- Task details: Set the data down once more, in full and exactly.

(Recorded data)
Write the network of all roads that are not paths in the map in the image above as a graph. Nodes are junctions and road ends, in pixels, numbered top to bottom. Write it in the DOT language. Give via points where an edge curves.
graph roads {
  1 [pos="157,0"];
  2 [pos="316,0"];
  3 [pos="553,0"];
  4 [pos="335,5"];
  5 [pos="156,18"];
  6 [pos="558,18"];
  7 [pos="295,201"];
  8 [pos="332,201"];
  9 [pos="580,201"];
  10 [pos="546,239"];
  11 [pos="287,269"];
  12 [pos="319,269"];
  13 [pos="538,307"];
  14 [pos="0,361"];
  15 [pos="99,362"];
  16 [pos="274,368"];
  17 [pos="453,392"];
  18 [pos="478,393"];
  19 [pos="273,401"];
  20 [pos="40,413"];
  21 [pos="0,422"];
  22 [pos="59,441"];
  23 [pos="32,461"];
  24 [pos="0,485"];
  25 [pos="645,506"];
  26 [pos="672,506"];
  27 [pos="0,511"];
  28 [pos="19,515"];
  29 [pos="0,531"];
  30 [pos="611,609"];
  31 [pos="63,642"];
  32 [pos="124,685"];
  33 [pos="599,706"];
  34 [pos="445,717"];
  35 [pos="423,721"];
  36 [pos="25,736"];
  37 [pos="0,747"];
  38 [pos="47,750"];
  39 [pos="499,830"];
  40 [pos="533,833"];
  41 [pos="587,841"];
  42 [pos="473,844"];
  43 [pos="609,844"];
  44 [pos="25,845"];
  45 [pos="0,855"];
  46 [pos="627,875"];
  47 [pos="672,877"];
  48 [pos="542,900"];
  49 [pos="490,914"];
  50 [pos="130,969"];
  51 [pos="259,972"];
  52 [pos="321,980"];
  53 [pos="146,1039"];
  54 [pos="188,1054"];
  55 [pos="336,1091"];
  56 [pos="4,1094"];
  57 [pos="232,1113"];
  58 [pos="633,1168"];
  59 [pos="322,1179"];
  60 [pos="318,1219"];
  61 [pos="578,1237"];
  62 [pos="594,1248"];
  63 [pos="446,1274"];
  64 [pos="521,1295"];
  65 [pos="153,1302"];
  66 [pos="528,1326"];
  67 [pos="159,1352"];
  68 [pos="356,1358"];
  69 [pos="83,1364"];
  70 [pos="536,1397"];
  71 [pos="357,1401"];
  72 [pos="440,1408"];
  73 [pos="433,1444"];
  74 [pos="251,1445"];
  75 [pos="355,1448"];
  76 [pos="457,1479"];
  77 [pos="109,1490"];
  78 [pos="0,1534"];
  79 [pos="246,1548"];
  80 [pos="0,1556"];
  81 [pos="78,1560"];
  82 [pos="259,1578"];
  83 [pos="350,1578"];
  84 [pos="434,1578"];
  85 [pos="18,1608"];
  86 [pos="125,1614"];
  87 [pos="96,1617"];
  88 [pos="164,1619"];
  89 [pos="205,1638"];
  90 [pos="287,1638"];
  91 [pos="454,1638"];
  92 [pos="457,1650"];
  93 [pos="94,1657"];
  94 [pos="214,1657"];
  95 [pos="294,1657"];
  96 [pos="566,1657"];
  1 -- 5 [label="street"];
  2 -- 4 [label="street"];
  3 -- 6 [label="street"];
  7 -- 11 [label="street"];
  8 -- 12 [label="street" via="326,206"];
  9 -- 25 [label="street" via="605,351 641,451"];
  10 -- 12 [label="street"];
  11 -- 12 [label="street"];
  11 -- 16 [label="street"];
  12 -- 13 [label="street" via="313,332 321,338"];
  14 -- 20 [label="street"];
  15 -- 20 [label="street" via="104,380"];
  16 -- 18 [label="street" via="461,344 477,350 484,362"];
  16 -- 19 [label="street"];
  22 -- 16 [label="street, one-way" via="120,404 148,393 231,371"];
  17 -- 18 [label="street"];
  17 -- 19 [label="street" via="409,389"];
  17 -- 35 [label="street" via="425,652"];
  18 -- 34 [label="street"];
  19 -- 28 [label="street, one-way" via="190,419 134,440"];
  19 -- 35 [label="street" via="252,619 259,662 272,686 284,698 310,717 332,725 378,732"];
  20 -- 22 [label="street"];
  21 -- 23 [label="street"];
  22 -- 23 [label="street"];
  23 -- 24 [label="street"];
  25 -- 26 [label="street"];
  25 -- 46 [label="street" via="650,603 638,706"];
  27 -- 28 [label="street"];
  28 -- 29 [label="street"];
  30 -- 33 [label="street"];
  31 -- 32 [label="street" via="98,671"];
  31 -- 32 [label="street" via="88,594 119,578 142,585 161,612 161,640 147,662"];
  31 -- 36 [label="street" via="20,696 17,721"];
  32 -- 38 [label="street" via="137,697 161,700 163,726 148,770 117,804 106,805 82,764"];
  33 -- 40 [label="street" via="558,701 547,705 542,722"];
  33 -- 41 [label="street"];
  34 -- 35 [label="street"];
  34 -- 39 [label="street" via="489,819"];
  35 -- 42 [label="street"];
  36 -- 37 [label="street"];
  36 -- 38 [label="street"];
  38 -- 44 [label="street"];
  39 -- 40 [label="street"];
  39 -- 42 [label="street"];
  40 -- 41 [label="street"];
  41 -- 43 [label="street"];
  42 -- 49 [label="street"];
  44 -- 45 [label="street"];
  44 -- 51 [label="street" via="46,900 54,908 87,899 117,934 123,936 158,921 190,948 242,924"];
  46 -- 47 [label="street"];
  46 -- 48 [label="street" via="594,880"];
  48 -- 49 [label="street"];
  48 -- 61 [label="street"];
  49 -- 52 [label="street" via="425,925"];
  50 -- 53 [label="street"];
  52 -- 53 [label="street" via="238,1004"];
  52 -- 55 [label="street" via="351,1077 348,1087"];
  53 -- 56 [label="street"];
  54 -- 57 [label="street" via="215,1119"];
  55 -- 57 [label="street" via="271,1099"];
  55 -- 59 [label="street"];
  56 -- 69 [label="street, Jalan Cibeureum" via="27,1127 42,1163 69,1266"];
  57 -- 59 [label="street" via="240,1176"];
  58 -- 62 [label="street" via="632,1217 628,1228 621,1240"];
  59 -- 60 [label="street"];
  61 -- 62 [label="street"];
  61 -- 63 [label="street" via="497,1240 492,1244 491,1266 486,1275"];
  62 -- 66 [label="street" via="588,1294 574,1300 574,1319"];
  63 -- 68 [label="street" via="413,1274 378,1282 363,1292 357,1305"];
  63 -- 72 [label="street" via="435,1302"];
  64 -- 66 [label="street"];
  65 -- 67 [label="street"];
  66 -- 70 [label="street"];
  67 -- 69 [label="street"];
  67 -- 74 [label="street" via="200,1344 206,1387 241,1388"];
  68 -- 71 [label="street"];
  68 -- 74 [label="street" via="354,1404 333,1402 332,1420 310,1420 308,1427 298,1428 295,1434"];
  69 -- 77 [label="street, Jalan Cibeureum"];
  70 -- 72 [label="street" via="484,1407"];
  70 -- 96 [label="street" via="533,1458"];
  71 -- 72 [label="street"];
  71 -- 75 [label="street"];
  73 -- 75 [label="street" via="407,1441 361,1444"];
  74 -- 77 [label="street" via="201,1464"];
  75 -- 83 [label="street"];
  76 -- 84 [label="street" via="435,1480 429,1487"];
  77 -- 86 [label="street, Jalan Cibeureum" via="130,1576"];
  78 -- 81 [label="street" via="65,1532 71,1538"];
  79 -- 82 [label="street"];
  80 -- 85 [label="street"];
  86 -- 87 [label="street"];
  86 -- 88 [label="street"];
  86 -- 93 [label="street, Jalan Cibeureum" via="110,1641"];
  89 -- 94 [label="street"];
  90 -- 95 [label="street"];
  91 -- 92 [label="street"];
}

- Solution for this exercise:
Write the network of all roads that are not paths in the map in the image above as a graph. Nodes are junctions and road ends, in pixels, numbered top to bottom. Write it in the DOT language. Give via points where an edge curves.
graph roads {
  1 [pos="157,0"];
  2 [pos="316,0"];
  3 [pos="553,0"];
  4 [pos="335,5"];
  5 [pos="156,18"];
  6 [pos="558,18"];
  7 [pos="295,201"];
  8 [pos="332,201"];
  9 [pos="580,201"];
  10 [pos="546,239"];
  11 [pos="287,269"];
  12 [pos="319,269"];
  13 [pos="538,307"];
  14 [pos="0,361"];
  15 [pos="99,362"];
  16 [pos="274,368"];
  17 [pos="453,392"];
  18 [pos="478,393"];
  19 [pos="273,401"];
  20 [pos="40,413"];
  21 [pos="0,422"];
  22 [pos="59,441"];
  23 [pos="32,461"];
  24 [pos="0,485"];
  25 [pos="645,506"];
  26 [pos="672,506"];
  27 [pos="0,511"];
  28 [pos="19,515"];
  29 [pos="0,531"];
  30 [pos="611,609"];
  31 [pos="63,642"];
  32 [pos="124,685"];
  33 [pos="599,706"];
  34 [pos="445,717"];
  35 [pos="423,721"];
  36 [pos="25,736"];
  37 [pos="0,747"];
  38 [pos="47,750"];
  39 [pos="499,830"];
  40 [pos="533,833"];
  41 [pos="587,841"];
  42 [pos="473,844"];
  43 [pos="609,844"];
  44 [pos="25,845"];
  45 [pos="0,855"];
  46 [pos="627,875"];
  47 [pos="672,877"];
  48 [pos="542,900"];
  49 [pos="490,914"];
  50 [pos="130,969"];
  51 [pos="259,972"];
  52 [pos="321,980"];
  53 [pos="146,1039"];
  54 [pos="188,1054"];
  55 [pos="336,1091"];
  56 [pos="4,1094"];
  57 [pos="232,1113"];
  58 [pos="633,1168"];
  59 [pos="322,1179"];
  60 [pos="318,1219"];
  61 [pos="578,1237"];
  62 [pos="594,1248"];
  63 [pos="446,1274"];
  64 [pos="521,1295"];
  65 [pos="153,1302"];
  66 [pos="528,1326"];
  67 [pos="159,1352"];
  68 [pos="356,1358"];
  69 [pos="83,1364"];
  70 [pos="536,1397"];
  71 [pos="357,1401"];
  72 [pos="440,1408"];
  73 [pos="433,1444"];
  74 [pos="251,1445"];
  75 [pos="355,1448"];
  76 [pos="457,1479"];
  77 [pos="109,1490"];
  78 [pos="0,1534"];
  79 [pos="246,1548"];
  80 [pos="0,1556"];
  81 [pos="78,1560"];
  82 [pos="259,1578"];
  83 [pos="350,1578"];
  84 [pos="434,1578"];
  85 [pos="18,1608"];
  86 [pos="125,1614"];
  87 [pos="96,1617"];
  88 [pos="164,1619"];
  89 [pos="205,1638"];
  90 [pos="287,1638"];
  91 [pos="454,1638"];
  92 [pos="457,1650"];
  93 [pos="94,1657"];
  94 [pos="214,1657"];
  95 [pos="294,1657"];
  96 [pos="566,1657"];
  1 -- 5 [label="street"];
  2 -- 4 [label="street"];
  3 -- 6 [label="street"];
  7 -- 11 [label="street"];
  8 -- 12 [label="street" via="326,206"];
  9 -- 25 [label="street" via="605,351 641,451"];
  10 -- 12 [label="street"];
  11 -- 12 [label="street"];
  11 -- 16 [label="street"];
  12 -- 13 [label="street" via="313,332 321,338"];
  14 -- 20 [label="street"];
  15 -- 20 [label="street" via="104,380"];
  16 -- 18 [label="street" via="461,344 477,350 484,362"];
  16 -- 19 [label="street"];
  22 -- 16 [label="street, one-way" via="120,404 148,393 231,371"];
  17 -- 18 [label="street"];
  17 -- 19 [label="street" via="409,389"];
  17 -- 35 [label="street" via="425,652"];
  18 -- 34 [label="street"];
  19 -- 28 [label="street, one-way" via="190,419 134,440"];
  19 -- 35 [label="street" via="252,619 259,662 272,686 284,698 310,717 332,725 378,732"];
  20 -- 22 [label="street"];
  21 -- 23 [label="street"];
  22 -- 23 [label="street"];
  23 -- 24 [label="street"];
  25 -- 26 [label="street"];
  25 -- 46 [label="street" via="650,603 638,706"];
  27 -- 28 [label="street"];
  28 -- 29 [label="street"];
  30 -- 33 [label="street"];
  31 -- 32 [label="street" via="98,671"];
  31 -- 32 [label="street" via="88,594 119,578 142,585 161,612 161,640 147,662"];
  31 -- 36 [label="street" via="20,696 17,721"];
  32 -- 38 [label="street" via="137,697 161,700 163,726 148,770 117,804 106,805 82,764"];
  33 -- 40 [label="street" via="558,701 547,705 542,722"];
  33 -- 41 [label="street"];
  34 -- 35 [label="street"];
  34 -- 39 [label="street" via="489,819"];
  35 -- 42 [label="street"];
  36 -- 37 [label="street"];
  36 -- 38 [label="street"];
  38 -- 44 [label="street"];
  39 -- 40 [label="street"];
  39 -- 42 [label="street"];
  40 -- 41 [label="street"];
  41 -- 43 [label="street"];
  42 -- 49 [label="street"];
  44 -- 45 [label="street"];
  44 -- 51 [label="street" via="46,900 54,908 87,899 117,934 123,936 158,921 190,948 242,924"];
  46 -- 47 [label="street"];
  46 -- 48 [label="street" via="594,880"];
  48 -- 49 [label="street"];
  48 -- 61 [label="street"];
  49 -- 52 [label="street" via="425,925"];
  50 -- 53 [label="street"];
  52 -- 53 [label="street" via="238,1004"];
  52 -- 55 [label="street" via="351,1077 348,1087"];
  53 -- 56 [label="street"];
  54 -- 57 [label="street" via="215,1119"];
  55 -- 57 [label="street" via="271,1099"];
  55 -- 59 [label="street"];
  56 -- 69 [label="street, Jalan Cibeureum" via="27,1127 42,1163 69,1266"];
  57 -- 59 [label="street" via="240,1176"];
  58 -- 62 [label="street" via="632,1217 628,1228 621,1240"];
  59 -- 60 [label="street"];
  61 -- 62 [label="street"];
  61 -- 63 [label="street" via="497,1240 492,1244 491,1266 486,1275"];
  62 -- 66 [label="street" via="588,1294 574,1300 574,1319"];
  63 -- 68 [label="street" via="413,1274 378,1282 363,1292 357,1305"];
  63 -- 72 [label="street" via="435,1302"];
  64 -- 66 [label="street"];
  65 -- 67 [label="street"];
  66 -- 70 [label="street"];
  67 -- 69 [label="street"];
  67 -- 74 [label="street" via="200,1344 206,1387 241,1388"];
  68 -- 71 [label="street"];
  68 -- 74 [label="street" via="354,1404 333,1402 332,1420 310,1420 308,1427 298,1428 295,1434"];
  69 -- 77 [label="street, Jalan Cibeureum"];
  70 -- 72 [label="street" via="484,1407"];
  70 -- 96 [label="street" via="533,1458"];
  71 -- 72 [label="street"];
  71 -- 75 [label="street"];
  73 -- 75 [label="street" via="407,1441 361,1444"];
  74 -- 77 [label="street" via="201,1464"];
  75 -- 83 [label="street"];
  76 -- 84 [label="street" via="435,1480 429,1487"];
  77 -- 86 [label="street, Jalan Cibeureum" via="130,1576"];
  78 -- 81 [label="street" via="65,1532 71,1538"];
  79 -- 82 [label="street"];
  80 -- 85 [label="street"];
  86 -- 87 [label="street"];
  86 -- 88 [label="street"];
  86 -- 93 [label="street, Jalan Cibeureum" via="110,1641"];
  89 -- 94 [label="street"];
  90 -- 95 [label="street"];
  91 -- 92 [label="street"];
}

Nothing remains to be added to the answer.